SPD will starke Symbole
Ob die Ministerin in der Türkei tatsächlich etwas ausrichten kann, erscheint fraglich. Auf Anfrage erklärte ein Sprecher ihres Hauses, die Visite werde derzeit in Absprache mit der Türkei geplant, einen Termin gebe es aber noch nicht. Mit der öffentlichen Ankündigung geht von der Leyen ein Risiko ein: Im schlechtesten Fall wehren sich die Türken auch gegen die Visite der Ministerin.
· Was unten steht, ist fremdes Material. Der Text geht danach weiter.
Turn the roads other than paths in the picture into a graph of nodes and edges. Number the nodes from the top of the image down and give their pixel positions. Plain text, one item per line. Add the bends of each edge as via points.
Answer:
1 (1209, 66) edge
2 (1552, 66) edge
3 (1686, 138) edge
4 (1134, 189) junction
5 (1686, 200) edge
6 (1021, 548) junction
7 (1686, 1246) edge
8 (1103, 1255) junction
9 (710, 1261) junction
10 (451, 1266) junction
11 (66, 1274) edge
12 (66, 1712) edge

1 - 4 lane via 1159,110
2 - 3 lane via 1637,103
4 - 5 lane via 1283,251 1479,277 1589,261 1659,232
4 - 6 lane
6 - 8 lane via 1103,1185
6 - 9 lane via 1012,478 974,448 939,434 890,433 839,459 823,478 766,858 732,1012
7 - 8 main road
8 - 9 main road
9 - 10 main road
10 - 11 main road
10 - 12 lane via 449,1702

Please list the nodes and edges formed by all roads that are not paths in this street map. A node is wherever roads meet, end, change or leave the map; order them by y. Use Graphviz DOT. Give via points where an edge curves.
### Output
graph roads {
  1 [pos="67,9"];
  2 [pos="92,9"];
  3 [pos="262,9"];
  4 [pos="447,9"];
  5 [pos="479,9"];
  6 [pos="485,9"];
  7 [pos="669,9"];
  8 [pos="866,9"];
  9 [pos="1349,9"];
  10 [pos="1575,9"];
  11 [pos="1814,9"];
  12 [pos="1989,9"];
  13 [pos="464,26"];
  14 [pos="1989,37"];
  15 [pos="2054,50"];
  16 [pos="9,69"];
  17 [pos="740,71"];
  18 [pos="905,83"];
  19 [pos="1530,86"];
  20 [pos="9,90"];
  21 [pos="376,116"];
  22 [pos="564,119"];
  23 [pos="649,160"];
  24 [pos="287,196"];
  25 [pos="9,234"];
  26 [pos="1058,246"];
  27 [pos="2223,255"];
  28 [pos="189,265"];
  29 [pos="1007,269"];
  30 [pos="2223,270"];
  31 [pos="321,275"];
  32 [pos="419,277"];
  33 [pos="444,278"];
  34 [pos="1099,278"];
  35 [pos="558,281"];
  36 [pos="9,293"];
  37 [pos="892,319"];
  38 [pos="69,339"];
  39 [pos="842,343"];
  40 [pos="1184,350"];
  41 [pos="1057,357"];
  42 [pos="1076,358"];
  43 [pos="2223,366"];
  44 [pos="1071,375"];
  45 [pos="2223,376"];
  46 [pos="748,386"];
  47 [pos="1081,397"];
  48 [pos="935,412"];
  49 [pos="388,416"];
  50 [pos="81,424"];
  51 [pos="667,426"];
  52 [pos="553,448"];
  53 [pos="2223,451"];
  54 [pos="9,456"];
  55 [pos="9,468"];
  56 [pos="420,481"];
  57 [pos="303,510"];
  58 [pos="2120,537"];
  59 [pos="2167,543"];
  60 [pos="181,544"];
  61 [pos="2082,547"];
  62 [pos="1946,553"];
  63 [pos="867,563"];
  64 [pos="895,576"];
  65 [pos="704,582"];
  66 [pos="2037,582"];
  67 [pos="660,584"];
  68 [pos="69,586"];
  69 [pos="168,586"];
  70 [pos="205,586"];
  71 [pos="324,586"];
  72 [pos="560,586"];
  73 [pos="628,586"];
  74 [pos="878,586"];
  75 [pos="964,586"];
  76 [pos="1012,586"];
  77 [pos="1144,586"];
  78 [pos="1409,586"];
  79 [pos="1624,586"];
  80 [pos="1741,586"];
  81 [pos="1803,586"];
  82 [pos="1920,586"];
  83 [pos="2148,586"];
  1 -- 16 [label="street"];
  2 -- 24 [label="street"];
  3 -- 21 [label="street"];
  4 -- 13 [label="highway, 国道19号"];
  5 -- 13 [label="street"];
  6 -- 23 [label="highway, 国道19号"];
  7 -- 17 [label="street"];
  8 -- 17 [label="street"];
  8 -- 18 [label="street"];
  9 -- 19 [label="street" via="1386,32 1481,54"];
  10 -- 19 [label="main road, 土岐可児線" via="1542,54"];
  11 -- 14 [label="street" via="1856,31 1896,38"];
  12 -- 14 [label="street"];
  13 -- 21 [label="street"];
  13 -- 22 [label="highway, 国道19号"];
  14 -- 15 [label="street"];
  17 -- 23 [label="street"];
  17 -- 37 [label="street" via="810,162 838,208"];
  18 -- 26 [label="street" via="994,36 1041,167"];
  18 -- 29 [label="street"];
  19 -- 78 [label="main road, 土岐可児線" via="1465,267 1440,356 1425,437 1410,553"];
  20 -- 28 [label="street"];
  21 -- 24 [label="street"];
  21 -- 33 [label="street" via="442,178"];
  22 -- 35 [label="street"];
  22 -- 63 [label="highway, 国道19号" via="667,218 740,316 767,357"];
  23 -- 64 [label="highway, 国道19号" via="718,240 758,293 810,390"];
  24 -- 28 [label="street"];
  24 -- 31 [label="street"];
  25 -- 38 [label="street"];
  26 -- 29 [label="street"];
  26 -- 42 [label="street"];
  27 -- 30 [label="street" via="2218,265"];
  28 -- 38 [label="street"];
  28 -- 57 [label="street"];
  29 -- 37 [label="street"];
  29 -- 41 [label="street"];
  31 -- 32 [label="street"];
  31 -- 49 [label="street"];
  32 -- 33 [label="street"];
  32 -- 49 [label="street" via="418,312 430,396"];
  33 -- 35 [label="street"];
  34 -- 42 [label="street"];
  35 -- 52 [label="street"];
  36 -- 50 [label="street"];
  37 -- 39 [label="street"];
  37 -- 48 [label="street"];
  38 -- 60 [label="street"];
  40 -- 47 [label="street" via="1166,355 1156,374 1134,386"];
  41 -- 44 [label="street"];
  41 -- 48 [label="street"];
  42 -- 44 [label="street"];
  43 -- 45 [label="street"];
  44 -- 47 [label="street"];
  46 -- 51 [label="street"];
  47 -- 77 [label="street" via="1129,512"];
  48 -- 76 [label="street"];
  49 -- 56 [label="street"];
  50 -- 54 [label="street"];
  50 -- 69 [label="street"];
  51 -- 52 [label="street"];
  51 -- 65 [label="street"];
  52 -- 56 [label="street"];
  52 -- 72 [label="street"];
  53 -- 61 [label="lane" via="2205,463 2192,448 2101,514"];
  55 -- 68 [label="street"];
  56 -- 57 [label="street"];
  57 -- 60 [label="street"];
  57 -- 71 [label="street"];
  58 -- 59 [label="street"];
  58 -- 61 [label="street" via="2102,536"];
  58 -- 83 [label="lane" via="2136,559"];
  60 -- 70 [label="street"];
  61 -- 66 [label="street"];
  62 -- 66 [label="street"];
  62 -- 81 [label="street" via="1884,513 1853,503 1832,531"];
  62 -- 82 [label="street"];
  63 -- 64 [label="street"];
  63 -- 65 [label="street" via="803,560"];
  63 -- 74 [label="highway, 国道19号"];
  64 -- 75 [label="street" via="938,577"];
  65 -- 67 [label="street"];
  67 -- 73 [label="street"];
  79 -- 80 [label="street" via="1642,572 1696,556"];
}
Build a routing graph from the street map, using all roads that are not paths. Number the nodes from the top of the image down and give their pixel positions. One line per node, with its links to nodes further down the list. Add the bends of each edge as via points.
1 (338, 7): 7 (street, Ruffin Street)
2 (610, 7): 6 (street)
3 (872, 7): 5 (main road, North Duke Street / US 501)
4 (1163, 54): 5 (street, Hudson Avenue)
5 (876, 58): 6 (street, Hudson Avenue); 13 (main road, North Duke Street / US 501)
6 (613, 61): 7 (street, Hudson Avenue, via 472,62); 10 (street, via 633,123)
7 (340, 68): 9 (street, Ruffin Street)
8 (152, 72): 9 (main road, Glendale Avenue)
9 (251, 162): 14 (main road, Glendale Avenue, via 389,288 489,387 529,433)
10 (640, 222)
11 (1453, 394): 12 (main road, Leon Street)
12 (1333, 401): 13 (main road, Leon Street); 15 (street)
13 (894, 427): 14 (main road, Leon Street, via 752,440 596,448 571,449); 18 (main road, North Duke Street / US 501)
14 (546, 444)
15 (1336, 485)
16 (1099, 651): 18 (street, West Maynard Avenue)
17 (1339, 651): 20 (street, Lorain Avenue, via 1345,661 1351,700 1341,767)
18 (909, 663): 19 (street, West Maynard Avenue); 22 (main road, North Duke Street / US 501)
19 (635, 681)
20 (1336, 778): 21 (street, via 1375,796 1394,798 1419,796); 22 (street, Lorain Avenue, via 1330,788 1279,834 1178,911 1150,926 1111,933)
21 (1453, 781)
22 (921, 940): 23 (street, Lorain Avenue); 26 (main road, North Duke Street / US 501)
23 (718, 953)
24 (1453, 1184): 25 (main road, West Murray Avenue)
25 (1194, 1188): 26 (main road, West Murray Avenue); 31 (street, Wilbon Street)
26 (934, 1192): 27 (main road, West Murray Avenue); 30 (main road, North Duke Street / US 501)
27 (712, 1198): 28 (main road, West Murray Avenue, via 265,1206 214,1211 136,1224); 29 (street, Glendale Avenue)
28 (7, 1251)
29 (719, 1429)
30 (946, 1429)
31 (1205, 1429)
Von der Leyen blieb der Armenien-Abstimmung zwar fern, verteidigte die Resolution aber deutlich, das dürfte man auch in Ankara wahrgenommen haben.
In jedem Fall wird die Ministerin unter Beobachtung stehen, sollte sie in die Türkei fliegen. Deutsche Presse jedoch, das hat ihr Ministerium bereits mitgeteilt, soll bei dem Trip nicht dabei sein. Die Frage, ob von der Leyen wenigstens Abgeordnete aus dem Verteidigungsausschuss an Bord nimmt, ließ man zunächst noch offen. Grundsätzlich gehört es zur Routine bei Ministerreisen, eine Delegation von Fachpolitikern mitzunehmen, so soll die wichtige Rolle des Parlaments unterstrichen werden. Die Türkei aber würde das wohl kaum zulassen.
Die SPD pocht bereits auf starke Symbole. "Wir bestehen darauf, dass Mitglieder des Bundestags die Truppe besuchen können, ansonsten wären solche Mandate nicht zustimmungsfähig", sagte der Verteidigungspolitiker Rainer Arnold SPIEGEL ONLINE. Arnold forderte erneut, dass sich auch die Nato in den Streit einschalten solle. Aus seiner Sicht ist es ein Unding, dass die Türkei als Allianz-Partner Deutschlands Besuche von Regierungsmitgliedern wie Brauksiepe oder Abgeordneten untersagen will.
Auch die Grünen drängten die Ministerin, bei ihrem Türkei-Besuch dieselbe Klarheit walten zu lassen wie in ihrem "Bild"-Interview: "Ursula von der Leyen sollte nicht zum netten Erklärgespräch in die Türkei fliegen", forderte Agnieszka Brugger, die als Obfrau für die Grünen im Verteidigungsausschuss sitzt. "Nach den Entgleisungen und Einreiseverboten Erdogans muss ein Zeichen her, dass Besuche von Abgeordneten und Medien eine Selbstverständlichkeit sind", sagte Brugger SPIEGEL ONLINE.